Ses larmes coulaient, tandis que Wronsky baisait ses mains et cherchait, en la calmant, à cacher sa propre émotion.


«Il vaut mieux qu’il en soit ainsi, dit-elle en lui serrant vivement la main.


– Mais quelles sottises que tout cela, dit Wronsky en relevant la tête et reprenant son sang-froid. Quelles absurdités!


– Non, je dis vrai.


– Qu’est-ce qui est vrai?


– Que je mourrai. Je l’ai vu en rêve.


– En rêve? – et Wronsky se rappela involontairement le mougik de son cauchemar.


– Oui, en rêve, continua-t-elle; il y a déjà longtemps de cela. Je rêvais que j’entrais en courant dans ma chambre pour y prendre je ne sais quoi; je cherchais, tu sais, comme on cherche en rêve, et dans le coin de ma chambre j’apercevais quelque chose debout.


– Quelle folie! comment crois-tu…?»


Mais elle ne se laissa pas interrompre: ce qu’elle racontait lui semblait trop important.


«Et ce quelque chose se retourne, et je vois un petit mougik, sale, à barbe ébouriffée; je veux me sauver, mais il se penche vers un sac dans lequel il remue un objet.»

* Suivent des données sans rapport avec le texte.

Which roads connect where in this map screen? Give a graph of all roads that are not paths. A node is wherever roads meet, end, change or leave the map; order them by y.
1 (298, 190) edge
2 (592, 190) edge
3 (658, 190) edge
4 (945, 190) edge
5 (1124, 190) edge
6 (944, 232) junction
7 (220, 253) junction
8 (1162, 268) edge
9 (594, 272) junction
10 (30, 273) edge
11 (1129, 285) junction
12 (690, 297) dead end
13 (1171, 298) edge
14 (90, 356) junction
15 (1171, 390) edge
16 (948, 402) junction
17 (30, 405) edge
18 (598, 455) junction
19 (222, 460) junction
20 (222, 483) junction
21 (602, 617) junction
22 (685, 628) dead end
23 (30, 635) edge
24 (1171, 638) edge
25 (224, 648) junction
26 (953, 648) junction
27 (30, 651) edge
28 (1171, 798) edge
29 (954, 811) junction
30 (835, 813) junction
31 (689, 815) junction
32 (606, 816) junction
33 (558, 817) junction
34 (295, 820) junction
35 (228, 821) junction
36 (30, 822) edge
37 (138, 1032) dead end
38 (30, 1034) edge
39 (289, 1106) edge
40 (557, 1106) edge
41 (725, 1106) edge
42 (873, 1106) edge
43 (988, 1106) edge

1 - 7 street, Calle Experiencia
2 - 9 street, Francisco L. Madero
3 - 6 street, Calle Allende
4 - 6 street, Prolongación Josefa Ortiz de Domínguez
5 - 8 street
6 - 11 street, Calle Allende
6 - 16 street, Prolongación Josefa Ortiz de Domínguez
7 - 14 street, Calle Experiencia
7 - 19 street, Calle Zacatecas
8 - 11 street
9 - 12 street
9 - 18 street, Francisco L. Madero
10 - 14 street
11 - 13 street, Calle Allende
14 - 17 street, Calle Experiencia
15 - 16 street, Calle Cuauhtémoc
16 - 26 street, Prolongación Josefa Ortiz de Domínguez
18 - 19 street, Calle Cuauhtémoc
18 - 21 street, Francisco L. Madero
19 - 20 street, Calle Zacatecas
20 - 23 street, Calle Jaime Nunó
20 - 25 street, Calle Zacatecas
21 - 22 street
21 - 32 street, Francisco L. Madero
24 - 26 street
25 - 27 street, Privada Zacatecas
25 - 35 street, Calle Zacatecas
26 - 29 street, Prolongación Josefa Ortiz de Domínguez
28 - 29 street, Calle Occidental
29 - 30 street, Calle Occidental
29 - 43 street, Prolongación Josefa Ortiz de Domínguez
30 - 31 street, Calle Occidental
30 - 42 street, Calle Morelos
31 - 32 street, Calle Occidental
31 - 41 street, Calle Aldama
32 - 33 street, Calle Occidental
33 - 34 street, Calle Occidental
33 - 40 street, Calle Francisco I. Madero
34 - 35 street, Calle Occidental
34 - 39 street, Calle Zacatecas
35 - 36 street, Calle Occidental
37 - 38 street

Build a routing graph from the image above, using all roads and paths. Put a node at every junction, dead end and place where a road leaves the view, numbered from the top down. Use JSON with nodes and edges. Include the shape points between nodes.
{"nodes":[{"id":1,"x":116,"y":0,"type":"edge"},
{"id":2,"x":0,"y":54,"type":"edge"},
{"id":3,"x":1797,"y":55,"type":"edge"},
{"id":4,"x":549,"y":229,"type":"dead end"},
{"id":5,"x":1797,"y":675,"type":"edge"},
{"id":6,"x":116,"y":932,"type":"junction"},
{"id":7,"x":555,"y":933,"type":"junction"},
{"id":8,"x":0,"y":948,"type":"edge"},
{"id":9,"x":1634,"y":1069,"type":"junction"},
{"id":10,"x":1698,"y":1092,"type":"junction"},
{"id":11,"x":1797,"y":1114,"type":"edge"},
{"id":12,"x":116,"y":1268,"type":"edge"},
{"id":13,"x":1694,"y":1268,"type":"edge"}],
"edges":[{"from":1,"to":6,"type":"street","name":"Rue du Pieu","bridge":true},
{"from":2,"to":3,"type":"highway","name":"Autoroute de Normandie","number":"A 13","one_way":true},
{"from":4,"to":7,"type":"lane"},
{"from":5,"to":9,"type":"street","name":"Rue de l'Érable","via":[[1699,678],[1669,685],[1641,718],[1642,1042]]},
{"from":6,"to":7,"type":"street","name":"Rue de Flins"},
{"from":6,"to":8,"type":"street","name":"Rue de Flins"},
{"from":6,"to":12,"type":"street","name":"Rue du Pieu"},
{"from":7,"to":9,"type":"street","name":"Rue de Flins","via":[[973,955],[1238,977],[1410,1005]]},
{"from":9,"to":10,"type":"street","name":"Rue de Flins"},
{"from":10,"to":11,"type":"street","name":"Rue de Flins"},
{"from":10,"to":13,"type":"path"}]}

Elle fit le geste de quelqu’un fouillant dans un sac; la terreur était peinte sur son visage, et Wronsky, se rappelant son propre rêve, sentit cette même terreur l’envahir.


«Et tout en cherchant il parlait vite, vite, en français, en grasseyant, tu sais: «Il faut le battre, le fer, le broyer, le pétrir». Je cherchai à m’éveiller, mais ne me réveillai qu’en rêve, en me demandant ce que cela signifiait. J’entendis alors quelqu’un me dire: «En couches, vous mourrez en couches, ma petite mère». Et enfin je revins à moi.